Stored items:
***

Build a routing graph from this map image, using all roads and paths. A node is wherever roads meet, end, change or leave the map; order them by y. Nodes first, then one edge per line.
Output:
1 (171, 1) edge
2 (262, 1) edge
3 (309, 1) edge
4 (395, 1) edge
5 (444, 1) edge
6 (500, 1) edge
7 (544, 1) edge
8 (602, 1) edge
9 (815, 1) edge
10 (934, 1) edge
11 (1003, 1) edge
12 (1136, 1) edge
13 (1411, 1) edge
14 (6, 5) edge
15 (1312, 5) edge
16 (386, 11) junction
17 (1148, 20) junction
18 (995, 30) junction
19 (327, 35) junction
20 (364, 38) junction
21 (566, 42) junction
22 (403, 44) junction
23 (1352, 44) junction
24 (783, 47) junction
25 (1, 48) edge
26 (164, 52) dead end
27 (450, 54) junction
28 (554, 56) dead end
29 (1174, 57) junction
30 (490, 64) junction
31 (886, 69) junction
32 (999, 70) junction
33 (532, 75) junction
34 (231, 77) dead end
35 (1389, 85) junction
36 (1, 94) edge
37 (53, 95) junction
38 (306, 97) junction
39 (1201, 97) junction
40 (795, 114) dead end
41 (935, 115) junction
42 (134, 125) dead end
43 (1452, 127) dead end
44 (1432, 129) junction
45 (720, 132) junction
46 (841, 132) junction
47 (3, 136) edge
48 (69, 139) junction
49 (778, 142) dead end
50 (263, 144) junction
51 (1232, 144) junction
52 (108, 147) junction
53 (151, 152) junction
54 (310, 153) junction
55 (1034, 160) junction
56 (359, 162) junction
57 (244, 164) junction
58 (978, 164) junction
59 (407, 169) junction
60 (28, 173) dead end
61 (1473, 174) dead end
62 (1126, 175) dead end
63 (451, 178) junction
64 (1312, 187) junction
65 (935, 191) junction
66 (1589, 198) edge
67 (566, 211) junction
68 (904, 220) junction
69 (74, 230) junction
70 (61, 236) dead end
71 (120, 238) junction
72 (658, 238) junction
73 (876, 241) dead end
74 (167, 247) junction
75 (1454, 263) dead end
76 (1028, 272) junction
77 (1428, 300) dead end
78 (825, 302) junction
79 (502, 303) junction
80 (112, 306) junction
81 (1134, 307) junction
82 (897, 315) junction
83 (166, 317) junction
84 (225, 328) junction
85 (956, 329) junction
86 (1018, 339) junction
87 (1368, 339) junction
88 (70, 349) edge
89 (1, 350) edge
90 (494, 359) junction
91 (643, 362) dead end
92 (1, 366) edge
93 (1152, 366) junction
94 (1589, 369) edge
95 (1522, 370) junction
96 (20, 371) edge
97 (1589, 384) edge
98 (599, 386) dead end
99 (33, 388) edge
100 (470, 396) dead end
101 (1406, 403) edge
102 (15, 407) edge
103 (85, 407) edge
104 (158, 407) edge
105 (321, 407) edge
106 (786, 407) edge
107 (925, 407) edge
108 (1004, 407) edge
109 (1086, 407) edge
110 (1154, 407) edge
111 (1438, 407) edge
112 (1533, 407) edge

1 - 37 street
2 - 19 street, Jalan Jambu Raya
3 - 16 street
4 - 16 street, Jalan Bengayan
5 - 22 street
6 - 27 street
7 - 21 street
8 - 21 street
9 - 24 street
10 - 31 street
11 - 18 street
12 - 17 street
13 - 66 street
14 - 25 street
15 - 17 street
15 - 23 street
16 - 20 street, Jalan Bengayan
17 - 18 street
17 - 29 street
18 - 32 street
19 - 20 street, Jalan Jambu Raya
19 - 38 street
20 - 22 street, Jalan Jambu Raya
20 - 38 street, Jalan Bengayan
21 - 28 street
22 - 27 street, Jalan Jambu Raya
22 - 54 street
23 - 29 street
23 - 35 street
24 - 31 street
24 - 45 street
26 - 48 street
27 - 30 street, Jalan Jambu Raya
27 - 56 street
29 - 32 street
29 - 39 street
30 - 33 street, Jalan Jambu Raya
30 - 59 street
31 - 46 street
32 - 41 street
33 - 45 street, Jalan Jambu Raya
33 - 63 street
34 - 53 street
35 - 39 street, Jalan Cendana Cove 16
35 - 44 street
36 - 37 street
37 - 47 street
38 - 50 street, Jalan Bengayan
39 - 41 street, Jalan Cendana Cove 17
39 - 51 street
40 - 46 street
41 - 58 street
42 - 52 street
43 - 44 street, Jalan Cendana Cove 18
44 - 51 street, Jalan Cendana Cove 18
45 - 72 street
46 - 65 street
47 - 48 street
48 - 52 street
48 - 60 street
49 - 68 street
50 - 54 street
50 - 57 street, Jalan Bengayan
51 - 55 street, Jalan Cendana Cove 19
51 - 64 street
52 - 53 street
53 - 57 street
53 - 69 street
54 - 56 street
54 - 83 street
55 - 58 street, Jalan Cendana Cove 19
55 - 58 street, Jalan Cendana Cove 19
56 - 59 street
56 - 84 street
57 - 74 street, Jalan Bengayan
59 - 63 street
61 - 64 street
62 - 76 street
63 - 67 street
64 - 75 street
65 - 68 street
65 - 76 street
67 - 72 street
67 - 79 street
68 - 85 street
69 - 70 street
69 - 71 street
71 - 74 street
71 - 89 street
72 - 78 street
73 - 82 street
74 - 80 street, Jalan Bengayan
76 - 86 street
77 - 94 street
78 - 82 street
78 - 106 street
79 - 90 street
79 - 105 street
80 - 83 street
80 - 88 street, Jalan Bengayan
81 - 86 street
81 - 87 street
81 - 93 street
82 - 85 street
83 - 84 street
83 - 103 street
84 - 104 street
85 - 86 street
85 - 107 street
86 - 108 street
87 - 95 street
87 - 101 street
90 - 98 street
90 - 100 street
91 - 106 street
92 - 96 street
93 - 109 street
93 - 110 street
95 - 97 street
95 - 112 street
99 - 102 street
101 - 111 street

***

### Exercise aim
An acceptable answer repeats every entry exactly, with nothing omitted.

### Written response
Build a routing graph from this map image, using all roads and paths. A node is wherever roads meet, end, change or leave the map; order them by y. Nodes first, then one edge per line.
Output:
1 (171, 1) edge
2 (262, 1) edge
3 (309, 1) edge
4 (395, 1) edge
5 (444, 1) edge
6 (500, 1) edge
7 (544, 1) edge
8 (602, 1) edge
9 (815, 1) edge
10 (934, 1) edge
11 (1003, 1) edge
12 (1136, 1) edge
13 (1411, 1) edge
14 (6, 5) edge
15 (1312, 5) edge
16 (386, 11) junction
17 (1148, 20) junction
18 (995, 30) junction
19 (327, 35) junction
20 (364, 38) junction
21 (566, 42) junction
22 (403, 44) junction
23 (1352, 44) junction
24 (783, 47) junction
25 (1, 48) edge
26 (164, 52) dead end
27 (450, 54) junction
28 (554, 56) dead end
29 (1174, 57) junction
30 (490, 64) junction
31 (886, 69) junction
32 (999, 70) junction
33 (532, 75) junction
34 (231, 77) dead end
35 (1389, 85) junction
36 (1, 94) edge
37 (53, 95) junction
38 (306, 97) junction
39 (1201, 97) junction
40 (795, 114) dead end
41 (935, 115) junction
42 (134, 125) dead end
43 (1452, 127) dead end
44 (1432, 129) junction
45 (720, 132) junction
46 (841, 132) junction
47 (3, 136) edge
48 (69, 139) junction
49 (778, 142) dead end
50 (263, 144) junction
51 (1232, 144) junction
52 (108, 147) junction
53 (151, 152) junction
54 (310, 153) junction
55 (1034, 160) junction
56 (359, 162) junction
57 (244, 164) junction
58 (978, 164) junction
59 (407, 169) junction
60 (28, 173) dead end
61 (1473, 174) dead end
62 (1126, 175) dead end
63 (451, 178) junction
64 (1312, 187) junction
65 (935, 191) junction
66 (1589, 198) edge
67 (566, 211) junction
68 (904, 220) junction
69 (74, 230) junction
70 (61, 236) dead end
71 (120, 238) junction
72 (658, 238) junction
73 (876, 241) dead end
74 (167, 247) junction
75 (1454, 263) dead end
76 (1028, 272) junction
77 (1428, 300) dead end
78 (825, 302) junction
79 (502, 303) junction
80 (112, 306) junction
81 (1134, 307) junction
82 (897, 315) junction
83 (166, 317) junction
84 (225, 328) junction
85 (956, 329) junction
86 (1018, 339) junction
87 (1368, 339) junction
88 (70, 349) edge
89 (1, 350) edge
90 (494, 359) junction
91 (643, 362) dead end
92 (1, 366) edge
93 (1152, 366) junction
94 (1589, 369) edge
95 (1522, 370) junction
96 (20, 371) edge
97 (1589, 384) edge
98 (599, 386) dead end
99 (33, 388) edge
100 (470, 396) dead end
101 (1406, 403) edge
102 (15, 407) edge
103 (85, 407) edge
104 (158, 407) edge
105 (321, 407) edge
106 (786, 407) edge
107 (925, 407) edge
108 (1004, 407) edge
109 (1086, 407) edge
110 (1154, 407) edge
111 (1438, 407) edge
112 (1533, 407) edge

1 - 37 street
2 - 19 street, Jalan Jambu Raya
3 - 16 street
4 - 16 street, Jalan Bengayan
5 - 22 street
6 - 27 street
7 - 21 street
8 - 21 street
9 - 24 street
10 - 31 street
11 - 18 street
12 - 17 street
13 - 66 street
14 - 25 street
15 - 17 street
15 - 23 street
16 - 20 street, Jalan Bengayan
17 - 18 street
17 - 29 street
18 - 32 street
19 - 20 street, Jalan Jambu Raya
19 - 38 street
20 - 22 street, Jalan Jambu Raya
20 - 38 street, Jalan Bengayan
21 - 28 street
22 - 27 street, Jalan Jambu Raya
22 - 54 street
23 - 29 street
23 - 35 street
24 - 31 street
24 - 45 street
26 - 48 street
27 - 30 street, Jalan Jambu Raya
27 - 56 street
29 - 32 street
29 - 39 street
30 - 33 street, Jalan Jambu Raya
30 - 59 street
31 - 46 street
32 - 41 street
33 - 45 street, Jalan Jambu Raya
33 - 63 street
34 - 53 street
35 - 39 street, Jalan Cendana Cove 16
35 - 44 street
36 - 37 street
37 - 47 street
38 - 50 street, Jalan Bengayan
39 - 41 street, Jalan Cendana Cove 17
39 - 51 street
40 - 46 street
41 - 58 street
42 - 52 street
43 - 44 street, Jalan Cendana Cove 18
44 - 51 street, Jalan Cendana Cove 18
45 - 72 street
46 - 65 street
47 - 48 street
48 - 52 street
48 - 60 street
49 - 68 street
50 - 54 street
50 - 57 street, Jalan Bengayan
51 - 55 street, Jalan Cendana Cove 19
51 - 64 street
52 - 53 street
53 - 57 street
53 - 69 street
54 - 56 street
54 - 83 street
55 - 58 street, Jalan Cendana Cove 19
55 - 58 street, Jalan Cendana Cove 19
56 - 59 street
56 - 84 street
57 - 74 street, Jalan Bengayan
59 - 63 street
61 - 64 street
62 - 76 street
63 - 67 street
64 - 75 street
65 - 68 street
65 - 76 street
67 - 72 street
67 - 79 street
68 - 85 street
69 - 70 street
69 - 71 street
71 - 74 street
71 - 89 street
72 - 78 street
73 - 82 street
74 - 80 street, Jalan Bengayan
76 - 86 street
77 - 94 street
78 - 82 street
78 - 106 street
79 - 90 street
79 - 105 street
80 - 83 street
80 - 88 street, Jalan Bengayan
81 - 86 street
81 - 87 street
81 - 93 street
82 - 85 street
83 - 84 street
83 - 103 street
84 - 104 street
85 - 86 street
85 - 107 street
86 - 108 street
87 - 95 street
87 - 101 street
90 - 98 street
90 - 100 street
91 - 106 street
92 - 96 street
93 - 109 street
93 - 110 street
95 - 97 street
95 - 112 street
99 - 102 street
101 - 111 street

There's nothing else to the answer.